Records provided —
=== Section Start ===

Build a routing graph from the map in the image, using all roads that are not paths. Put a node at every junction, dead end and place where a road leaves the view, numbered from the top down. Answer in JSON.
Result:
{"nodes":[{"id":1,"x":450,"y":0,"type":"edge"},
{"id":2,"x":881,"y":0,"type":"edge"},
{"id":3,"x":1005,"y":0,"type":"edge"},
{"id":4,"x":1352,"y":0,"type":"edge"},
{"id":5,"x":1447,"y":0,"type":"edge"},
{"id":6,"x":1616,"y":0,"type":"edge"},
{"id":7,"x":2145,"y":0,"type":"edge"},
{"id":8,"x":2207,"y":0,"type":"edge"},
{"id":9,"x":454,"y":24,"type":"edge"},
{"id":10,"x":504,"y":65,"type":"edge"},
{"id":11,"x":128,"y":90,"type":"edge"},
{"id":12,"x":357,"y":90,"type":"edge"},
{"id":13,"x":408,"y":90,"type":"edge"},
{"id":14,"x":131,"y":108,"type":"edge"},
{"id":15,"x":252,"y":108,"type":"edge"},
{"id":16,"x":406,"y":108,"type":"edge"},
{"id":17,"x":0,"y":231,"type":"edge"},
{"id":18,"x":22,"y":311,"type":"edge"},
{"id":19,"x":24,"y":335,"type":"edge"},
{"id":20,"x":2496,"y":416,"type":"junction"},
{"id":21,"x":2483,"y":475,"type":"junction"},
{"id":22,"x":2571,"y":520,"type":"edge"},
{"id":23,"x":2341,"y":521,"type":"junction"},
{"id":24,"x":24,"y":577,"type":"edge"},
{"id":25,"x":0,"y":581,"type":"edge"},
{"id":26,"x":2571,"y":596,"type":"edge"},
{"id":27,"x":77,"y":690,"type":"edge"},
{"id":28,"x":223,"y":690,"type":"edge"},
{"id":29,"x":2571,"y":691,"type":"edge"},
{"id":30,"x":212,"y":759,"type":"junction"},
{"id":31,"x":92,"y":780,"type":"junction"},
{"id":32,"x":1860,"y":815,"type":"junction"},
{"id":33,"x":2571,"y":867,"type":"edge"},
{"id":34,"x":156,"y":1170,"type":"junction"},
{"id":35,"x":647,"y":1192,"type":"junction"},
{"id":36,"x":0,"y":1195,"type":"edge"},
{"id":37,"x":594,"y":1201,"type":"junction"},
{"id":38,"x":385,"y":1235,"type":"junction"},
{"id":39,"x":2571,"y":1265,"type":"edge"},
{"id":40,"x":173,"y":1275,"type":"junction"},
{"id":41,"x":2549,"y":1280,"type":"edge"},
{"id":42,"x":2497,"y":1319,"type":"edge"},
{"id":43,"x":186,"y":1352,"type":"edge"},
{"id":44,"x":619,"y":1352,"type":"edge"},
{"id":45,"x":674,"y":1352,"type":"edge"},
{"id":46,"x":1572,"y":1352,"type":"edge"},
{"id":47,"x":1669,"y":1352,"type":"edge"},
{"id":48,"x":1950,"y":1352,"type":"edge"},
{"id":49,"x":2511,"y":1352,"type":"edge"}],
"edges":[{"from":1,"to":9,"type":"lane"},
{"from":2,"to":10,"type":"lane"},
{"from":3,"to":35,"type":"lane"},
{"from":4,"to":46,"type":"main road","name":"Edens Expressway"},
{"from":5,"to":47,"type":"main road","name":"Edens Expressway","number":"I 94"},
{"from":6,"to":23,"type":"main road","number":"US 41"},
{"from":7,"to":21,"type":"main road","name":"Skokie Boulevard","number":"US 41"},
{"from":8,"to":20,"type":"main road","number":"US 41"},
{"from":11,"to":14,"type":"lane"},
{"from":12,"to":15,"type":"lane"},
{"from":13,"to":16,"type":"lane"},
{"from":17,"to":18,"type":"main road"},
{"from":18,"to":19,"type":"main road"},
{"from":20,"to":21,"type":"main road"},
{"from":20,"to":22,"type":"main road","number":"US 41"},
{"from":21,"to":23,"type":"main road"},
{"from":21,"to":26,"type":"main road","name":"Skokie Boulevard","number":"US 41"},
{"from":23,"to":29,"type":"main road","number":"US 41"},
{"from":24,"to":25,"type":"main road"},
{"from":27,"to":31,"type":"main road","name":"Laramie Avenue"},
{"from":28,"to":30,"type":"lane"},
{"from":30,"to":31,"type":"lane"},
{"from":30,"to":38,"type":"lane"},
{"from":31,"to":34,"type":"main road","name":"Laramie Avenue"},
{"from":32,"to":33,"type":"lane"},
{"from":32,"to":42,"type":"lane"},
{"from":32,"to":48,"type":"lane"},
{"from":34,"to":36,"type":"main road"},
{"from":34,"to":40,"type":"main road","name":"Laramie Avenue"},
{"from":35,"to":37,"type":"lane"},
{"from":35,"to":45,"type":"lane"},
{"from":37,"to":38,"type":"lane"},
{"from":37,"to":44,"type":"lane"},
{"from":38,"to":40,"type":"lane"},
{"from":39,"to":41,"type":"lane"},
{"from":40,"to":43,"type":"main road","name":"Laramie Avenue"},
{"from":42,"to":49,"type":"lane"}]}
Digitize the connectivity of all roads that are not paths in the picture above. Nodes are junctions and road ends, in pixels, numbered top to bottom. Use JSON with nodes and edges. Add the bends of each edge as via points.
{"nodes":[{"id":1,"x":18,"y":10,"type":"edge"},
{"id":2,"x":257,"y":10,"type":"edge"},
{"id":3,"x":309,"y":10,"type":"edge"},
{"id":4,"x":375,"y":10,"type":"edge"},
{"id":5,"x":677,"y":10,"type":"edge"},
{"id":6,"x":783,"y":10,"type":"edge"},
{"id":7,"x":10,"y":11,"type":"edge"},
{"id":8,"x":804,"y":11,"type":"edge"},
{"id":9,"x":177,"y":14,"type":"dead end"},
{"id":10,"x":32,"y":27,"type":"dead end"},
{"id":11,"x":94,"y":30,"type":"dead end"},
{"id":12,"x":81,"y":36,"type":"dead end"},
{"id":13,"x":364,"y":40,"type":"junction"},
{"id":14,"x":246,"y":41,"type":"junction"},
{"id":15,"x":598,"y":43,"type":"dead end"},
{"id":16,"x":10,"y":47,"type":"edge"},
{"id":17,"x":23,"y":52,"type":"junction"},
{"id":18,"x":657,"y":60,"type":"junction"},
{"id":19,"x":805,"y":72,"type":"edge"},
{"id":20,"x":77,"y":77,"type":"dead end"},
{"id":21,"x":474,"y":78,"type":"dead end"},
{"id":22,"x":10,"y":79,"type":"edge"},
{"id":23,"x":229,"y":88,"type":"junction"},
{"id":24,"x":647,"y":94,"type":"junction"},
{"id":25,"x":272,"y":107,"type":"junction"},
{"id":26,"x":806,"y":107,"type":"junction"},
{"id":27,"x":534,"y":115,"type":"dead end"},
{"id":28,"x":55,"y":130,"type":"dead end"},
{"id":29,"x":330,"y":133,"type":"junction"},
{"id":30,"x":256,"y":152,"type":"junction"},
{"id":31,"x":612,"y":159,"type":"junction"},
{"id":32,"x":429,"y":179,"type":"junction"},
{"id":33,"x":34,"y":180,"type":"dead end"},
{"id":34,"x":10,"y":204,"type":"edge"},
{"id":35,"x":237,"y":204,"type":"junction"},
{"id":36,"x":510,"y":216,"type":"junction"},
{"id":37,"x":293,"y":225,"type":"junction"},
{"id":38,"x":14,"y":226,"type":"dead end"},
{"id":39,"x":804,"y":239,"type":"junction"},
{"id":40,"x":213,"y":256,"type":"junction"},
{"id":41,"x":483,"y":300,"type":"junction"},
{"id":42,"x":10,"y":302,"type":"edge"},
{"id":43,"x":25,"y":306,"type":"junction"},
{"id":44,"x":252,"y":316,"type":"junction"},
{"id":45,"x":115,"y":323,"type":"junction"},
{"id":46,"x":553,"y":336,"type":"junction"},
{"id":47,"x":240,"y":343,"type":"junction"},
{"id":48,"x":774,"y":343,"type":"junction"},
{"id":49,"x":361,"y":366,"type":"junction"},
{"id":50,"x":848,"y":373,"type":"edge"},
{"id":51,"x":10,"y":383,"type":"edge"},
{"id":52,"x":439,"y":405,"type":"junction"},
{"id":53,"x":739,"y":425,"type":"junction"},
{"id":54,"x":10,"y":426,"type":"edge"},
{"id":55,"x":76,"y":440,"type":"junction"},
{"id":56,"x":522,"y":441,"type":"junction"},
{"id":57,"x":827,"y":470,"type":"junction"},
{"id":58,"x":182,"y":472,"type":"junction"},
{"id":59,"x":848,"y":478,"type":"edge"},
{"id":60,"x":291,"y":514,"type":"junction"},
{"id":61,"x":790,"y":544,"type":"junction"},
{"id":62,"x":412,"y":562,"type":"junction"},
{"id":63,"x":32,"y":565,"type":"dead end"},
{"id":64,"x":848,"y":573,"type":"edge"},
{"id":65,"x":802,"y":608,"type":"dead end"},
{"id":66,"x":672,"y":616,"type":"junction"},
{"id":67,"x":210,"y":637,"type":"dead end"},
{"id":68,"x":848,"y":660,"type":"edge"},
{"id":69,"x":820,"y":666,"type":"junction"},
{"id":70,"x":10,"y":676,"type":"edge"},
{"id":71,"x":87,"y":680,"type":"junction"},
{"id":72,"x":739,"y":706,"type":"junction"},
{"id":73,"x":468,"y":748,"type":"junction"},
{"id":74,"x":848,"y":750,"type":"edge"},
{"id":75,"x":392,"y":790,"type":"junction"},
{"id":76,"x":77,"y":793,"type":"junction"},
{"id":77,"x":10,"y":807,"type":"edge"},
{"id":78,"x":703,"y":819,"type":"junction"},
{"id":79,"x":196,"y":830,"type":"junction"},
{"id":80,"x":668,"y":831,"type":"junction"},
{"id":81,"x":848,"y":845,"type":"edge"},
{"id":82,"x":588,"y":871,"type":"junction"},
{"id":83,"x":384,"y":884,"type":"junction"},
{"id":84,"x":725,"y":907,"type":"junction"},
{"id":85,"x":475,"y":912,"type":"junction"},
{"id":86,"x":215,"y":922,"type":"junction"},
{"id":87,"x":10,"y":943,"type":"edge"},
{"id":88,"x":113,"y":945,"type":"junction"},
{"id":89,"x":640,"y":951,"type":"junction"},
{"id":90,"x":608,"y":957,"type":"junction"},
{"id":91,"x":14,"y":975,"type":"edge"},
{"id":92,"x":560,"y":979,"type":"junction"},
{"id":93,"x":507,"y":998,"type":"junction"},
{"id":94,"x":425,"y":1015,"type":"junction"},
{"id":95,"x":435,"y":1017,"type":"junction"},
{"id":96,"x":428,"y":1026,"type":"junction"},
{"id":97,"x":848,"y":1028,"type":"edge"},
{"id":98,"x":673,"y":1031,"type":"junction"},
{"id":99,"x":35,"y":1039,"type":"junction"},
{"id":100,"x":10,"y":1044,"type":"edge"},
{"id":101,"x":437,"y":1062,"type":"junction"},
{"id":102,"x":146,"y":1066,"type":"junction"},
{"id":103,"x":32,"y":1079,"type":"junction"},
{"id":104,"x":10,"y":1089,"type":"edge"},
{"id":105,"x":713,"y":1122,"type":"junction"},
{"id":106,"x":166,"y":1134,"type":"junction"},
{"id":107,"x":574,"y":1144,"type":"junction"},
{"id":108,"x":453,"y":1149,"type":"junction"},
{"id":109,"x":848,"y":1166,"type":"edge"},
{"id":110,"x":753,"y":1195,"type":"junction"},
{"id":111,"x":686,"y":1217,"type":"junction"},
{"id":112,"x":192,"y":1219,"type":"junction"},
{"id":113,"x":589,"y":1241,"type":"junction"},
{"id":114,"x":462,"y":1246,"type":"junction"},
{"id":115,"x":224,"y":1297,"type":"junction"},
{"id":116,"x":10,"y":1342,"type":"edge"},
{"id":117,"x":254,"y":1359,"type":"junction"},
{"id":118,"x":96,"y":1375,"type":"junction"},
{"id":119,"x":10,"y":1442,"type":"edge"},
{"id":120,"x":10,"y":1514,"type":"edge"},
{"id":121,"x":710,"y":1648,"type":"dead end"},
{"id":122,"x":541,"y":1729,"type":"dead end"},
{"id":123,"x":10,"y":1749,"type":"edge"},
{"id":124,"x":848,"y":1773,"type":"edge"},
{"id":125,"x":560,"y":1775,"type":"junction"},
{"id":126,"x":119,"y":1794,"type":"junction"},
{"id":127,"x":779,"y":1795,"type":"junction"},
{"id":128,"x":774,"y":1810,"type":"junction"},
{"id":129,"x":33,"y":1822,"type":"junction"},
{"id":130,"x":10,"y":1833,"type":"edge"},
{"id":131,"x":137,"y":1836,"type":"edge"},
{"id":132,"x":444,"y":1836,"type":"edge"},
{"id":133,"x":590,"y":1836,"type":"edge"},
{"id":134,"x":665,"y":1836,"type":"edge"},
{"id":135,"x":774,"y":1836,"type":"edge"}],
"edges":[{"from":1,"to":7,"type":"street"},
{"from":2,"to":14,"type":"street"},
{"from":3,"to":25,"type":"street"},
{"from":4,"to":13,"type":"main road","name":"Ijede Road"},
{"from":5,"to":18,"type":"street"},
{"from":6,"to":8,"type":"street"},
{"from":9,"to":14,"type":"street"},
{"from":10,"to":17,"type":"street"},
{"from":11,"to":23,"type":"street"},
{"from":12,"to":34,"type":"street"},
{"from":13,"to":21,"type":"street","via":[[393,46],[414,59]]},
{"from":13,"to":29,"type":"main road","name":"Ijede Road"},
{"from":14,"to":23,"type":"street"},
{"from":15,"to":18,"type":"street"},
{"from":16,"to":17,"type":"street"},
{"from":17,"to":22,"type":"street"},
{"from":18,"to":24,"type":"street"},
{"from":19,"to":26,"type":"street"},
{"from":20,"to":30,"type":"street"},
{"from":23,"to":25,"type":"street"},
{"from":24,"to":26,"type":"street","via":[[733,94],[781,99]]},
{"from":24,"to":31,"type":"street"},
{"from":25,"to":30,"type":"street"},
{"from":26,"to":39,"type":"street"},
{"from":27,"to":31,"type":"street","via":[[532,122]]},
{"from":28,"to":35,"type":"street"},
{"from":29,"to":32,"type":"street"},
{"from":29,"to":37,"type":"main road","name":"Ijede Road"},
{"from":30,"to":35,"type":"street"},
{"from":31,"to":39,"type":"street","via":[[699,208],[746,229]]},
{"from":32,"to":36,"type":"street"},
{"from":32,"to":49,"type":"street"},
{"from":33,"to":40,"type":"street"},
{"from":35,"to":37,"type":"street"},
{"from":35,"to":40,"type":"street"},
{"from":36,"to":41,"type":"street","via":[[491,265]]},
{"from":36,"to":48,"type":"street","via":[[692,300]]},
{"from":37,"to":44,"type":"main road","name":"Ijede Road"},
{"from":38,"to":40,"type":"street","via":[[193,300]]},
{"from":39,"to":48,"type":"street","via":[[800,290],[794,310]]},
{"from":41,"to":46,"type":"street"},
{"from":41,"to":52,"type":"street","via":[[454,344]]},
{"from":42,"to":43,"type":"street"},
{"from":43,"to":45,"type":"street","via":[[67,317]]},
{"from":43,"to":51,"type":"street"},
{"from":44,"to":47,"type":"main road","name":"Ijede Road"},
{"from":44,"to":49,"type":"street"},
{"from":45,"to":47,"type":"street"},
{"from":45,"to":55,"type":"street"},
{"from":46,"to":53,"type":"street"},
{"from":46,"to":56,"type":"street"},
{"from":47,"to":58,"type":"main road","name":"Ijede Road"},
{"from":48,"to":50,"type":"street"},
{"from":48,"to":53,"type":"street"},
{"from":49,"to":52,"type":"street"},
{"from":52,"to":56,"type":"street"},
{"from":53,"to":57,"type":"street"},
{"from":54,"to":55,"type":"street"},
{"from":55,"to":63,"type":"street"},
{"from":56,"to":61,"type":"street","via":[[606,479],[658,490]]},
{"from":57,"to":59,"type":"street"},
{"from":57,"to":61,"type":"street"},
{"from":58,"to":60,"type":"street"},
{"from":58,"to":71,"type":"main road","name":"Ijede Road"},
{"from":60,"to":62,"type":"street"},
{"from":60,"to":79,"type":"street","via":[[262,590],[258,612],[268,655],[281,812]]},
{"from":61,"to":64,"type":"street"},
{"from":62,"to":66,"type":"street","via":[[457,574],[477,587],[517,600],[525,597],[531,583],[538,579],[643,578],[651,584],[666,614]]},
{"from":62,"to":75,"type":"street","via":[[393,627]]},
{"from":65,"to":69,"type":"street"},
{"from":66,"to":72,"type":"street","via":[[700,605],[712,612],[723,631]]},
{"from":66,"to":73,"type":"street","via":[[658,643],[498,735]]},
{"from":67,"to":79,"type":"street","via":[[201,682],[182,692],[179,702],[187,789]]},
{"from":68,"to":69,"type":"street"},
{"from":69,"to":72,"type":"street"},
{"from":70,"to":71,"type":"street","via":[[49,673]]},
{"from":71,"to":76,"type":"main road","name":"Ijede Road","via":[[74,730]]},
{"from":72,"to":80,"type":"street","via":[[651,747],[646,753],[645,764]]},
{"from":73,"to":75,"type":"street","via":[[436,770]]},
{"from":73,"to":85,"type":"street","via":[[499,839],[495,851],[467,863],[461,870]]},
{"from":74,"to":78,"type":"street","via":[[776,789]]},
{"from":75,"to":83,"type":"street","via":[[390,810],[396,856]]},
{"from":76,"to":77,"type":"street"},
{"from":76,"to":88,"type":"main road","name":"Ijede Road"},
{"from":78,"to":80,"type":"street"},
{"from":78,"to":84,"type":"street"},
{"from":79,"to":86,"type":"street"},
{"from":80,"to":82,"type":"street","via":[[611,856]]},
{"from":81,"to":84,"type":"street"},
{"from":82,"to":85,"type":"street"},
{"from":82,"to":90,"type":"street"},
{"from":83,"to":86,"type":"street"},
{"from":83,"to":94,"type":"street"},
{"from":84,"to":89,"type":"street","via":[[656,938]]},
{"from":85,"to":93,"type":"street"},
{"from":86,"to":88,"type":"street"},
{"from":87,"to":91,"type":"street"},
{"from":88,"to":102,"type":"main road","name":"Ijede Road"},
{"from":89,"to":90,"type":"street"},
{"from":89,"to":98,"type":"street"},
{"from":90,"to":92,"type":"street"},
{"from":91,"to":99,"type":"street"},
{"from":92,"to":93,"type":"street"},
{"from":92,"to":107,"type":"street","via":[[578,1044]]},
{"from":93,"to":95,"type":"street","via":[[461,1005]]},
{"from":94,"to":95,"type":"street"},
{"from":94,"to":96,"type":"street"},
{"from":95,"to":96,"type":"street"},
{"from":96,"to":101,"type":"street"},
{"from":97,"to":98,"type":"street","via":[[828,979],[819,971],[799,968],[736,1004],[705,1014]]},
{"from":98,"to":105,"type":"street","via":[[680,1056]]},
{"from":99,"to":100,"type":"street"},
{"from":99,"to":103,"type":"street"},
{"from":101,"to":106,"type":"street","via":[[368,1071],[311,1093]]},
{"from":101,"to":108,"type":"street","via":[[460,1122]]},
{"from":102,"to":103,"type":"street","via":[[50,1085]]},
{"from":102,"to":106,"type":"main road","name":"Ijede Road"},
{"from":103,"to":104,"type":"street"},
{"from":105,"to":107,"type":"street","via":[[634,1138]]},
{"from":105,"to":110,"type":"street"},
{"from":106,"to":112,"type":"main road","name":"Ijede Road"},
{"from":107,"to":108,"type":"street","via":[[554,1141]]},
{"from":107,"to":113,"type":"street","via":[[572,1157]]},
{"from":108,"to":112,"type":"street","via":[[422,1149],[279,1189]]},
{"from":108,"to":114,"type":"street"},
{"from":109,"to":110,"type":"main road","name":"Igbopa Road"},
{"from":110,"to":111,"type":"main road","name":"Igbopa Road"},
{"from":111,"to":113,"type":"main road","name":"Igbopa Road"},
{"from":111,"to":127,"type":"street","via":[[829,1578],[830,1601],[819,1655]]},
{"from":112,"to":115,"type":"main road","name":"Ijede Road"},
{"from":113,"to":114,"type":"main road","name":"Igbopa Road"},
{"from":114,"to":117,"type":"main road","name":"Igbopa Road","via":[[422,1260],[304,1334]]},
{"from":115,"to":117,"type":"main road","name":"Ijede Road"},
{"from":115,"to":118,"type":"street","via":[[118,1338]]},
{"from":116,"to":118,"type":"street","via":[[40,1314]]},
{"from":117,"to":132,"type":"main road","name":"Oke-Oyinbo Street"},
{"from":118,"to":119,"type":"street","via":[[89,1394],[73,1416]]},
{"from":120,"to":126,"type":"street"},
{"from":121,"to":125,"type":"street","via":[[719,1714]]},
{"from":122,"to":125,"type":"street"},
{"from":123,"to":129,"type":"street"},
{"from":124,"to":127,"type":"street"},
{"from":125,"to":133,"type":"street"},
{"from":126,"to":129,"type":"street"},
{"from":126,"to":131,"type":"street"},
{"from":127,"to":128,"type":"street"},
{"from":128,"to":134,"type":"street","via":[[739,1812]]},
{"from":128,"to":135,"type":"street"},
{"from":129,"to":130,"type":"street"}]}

=== Section End ===

The task —
Only the number is wanted: how many lines in the entries above contain the word "Edens"?

Response to the task —
2